Imaginemos que ese ser con trisomía 21 es modificado por la técnica y desarrolla dos cromosomas 21. Crece sano, rodeado de contingencias. ¿Qué otra cosa podría ser sino esa singularidad? Imaginemos que llega a mariscal, conduce ejércitos, actúa bajo la dialéctica de Marx, el espíritu de Hegel, el miedo de Hobbes, la riqueza de Smith. Y otro ser, formado en pensamiento védico y técnicas taoístas, responde con terror absoluto, detona una bomba de fusión y destruye al mundo. Aun así, ¿podría haber sido distinto? Cada ser insiste según su contingencia.
El incrédulo pregunta: si cada ser es en sí, y el Mundo es no-ser, ¿cómo puede haber realidad compartida? ¿Cómo coinciden dos miradas sobre un mismo objeto? Pero lo que comparten no es un Mundo: es su modo de engendramiento. Todo ser humano fue concebido bajo la misma arquitectura: porosidad prenatal, ritmo común, membranas que no distinguían adentro y afuera. Allí no había consciencia, pero sí ritmo; no había lenguaje, pero sí memoria; no había sujeto, pero sí densidad ontológica.

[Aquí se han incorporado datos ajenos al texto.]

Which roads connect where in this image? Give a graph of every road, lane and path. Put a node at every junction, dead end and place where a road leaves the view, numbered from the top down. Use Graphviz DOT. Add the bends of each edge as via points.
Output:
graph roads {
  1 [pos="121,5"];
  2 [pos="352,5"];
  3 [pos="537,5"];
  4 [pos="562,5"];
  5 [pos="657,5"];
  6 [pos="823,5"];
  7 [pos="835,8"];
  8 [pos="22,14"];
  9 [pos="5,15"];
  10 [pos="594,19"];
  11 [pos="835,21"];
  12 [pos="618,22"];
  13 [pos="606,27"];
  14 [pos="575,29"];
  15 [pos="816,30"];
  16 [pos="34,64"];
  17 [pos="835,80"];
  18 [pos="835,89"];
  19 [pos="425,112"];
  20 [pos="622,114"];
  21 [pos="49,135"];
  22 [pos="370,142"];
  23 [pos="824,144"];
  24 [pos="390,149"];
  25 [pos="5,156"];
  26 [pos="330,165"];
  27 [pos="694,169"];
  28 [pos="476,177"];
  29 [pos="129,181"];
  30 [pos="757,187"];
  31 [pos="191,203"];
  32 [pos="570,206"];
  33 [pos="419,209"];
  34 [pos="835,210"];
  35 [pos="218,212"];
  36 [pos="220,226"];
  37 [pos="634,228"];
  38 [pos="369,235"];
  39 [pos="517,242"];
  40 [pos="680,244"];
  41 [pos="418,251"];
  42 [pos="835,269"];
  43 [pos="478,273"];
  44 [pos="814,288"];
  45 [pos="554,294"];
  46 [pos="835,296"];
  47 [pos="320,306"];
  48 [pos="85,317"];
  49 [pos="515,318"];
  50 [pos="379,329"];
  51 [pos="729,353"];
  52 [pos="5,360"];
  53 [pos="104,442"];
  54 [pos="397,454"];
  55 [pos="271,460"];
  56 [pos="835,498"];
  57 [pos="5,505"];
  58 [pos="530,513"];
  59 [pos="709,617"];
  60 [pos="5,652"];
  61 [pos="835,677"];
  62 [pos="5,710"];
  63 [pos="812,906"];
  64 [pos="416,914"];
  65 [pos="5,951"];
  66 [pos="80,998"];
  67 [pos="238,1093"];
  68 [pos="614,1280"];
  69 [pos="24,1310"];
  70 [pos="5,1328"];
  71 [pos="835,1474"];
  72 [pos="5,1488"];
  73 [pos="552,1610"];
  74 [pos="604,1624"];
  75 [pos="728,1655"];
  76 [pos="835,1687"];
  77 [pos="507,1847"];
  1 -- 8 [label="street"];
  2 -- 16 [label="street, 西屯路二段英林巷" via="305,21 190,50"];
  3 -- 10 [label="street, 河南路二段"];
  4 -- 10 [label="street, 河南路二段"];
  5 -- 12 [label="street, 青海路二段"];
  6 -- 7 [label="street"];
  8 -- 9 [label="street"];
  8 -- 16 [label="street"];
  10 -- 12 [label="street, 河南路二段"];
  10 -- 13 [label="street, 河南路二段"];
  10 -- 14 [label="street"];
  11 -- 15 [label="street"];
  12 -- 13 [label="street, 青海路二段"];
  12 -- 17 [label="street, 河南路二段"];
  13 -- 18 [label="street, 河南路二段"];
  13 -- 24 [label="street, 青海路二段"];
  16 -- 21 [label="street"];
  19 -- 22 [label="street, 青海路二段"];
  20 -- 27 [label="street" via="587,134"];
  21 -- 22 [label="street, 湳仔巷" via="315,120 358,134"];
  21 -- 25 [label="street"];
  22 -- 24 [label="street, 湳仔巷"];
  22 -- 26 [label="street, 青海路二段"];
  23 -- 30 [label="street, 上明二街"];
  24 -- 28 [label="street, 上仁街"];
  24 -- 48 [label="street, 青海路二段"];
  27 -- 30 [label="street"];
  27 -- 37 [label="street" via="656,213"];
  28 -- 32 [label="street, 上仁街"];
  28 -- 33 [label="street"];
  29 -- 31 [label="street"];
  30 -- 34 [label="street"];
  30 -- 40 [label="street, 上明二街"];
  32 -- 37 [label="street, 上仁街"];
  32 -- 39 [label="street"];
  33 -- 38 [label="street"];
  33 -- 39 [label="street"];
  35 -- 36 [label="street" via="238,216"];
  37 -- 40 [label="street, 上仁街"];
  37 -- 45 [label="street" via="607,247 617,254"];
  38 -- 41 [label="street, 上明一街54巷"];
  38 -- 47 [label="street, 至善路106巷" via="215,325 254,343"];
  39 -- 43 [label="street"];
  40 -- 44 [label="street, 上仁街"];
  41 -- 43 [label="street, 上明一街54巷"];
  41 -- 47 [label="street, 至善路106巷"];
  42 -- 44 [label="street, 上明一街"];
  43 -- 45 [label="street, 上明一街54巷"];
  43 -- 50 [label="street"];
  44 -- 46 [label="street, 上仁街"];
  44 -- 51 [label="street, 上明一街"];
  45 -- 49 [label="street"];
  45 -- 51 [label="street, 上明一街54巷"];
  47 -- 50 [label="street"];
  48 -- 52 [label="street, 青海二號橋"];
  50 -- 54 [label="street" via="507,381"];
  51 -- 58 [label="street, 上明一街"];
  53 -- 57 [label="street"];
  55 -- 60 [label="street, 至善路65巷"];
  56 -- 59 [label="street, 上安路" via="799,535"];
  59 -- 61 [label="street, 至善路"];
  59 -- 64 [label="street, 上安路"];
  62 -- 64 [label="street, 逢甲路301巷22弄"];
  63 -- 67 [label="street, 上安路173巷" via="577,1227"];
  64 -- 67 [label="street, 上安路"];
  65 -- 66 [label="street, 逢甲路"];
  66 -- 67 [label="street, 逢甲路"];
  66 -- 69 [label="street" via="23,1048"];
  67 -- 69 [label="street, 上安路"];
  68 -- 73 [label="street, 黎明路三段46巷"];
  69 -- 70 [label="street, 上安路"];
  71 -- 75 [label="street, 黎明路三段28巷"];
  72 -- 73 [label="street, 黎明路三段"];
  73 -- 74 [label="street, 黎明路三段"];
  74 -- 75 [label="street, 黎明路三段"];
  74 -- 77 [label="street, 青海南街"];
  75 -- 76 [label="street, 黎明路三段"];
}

El hombre no coincide con el hombre por lo que ve, piensa o dice, sino por lo que fue: una estructura prenatal semejante. Esa semejanza crea compatibilidad ontológica. Por eso creen compartir un Mundo. No comparten lo real —que es singular—, sino la posibilidad de proyectarlo según una arquitectura rítmica común. Como dos instrumentos afinados a la misma frecuencia, armonizan sin partitura externa.
La conciencia confunde esa compatibilidad con objetividad. Pero el Mundo no es más que la ilusión de objetividad surgida de insistencias semejantes. No hay un mundo común: hay un eco prenatal organizado en paisajes compatibles, sombras proyectadas por luces distintas pero afinadas.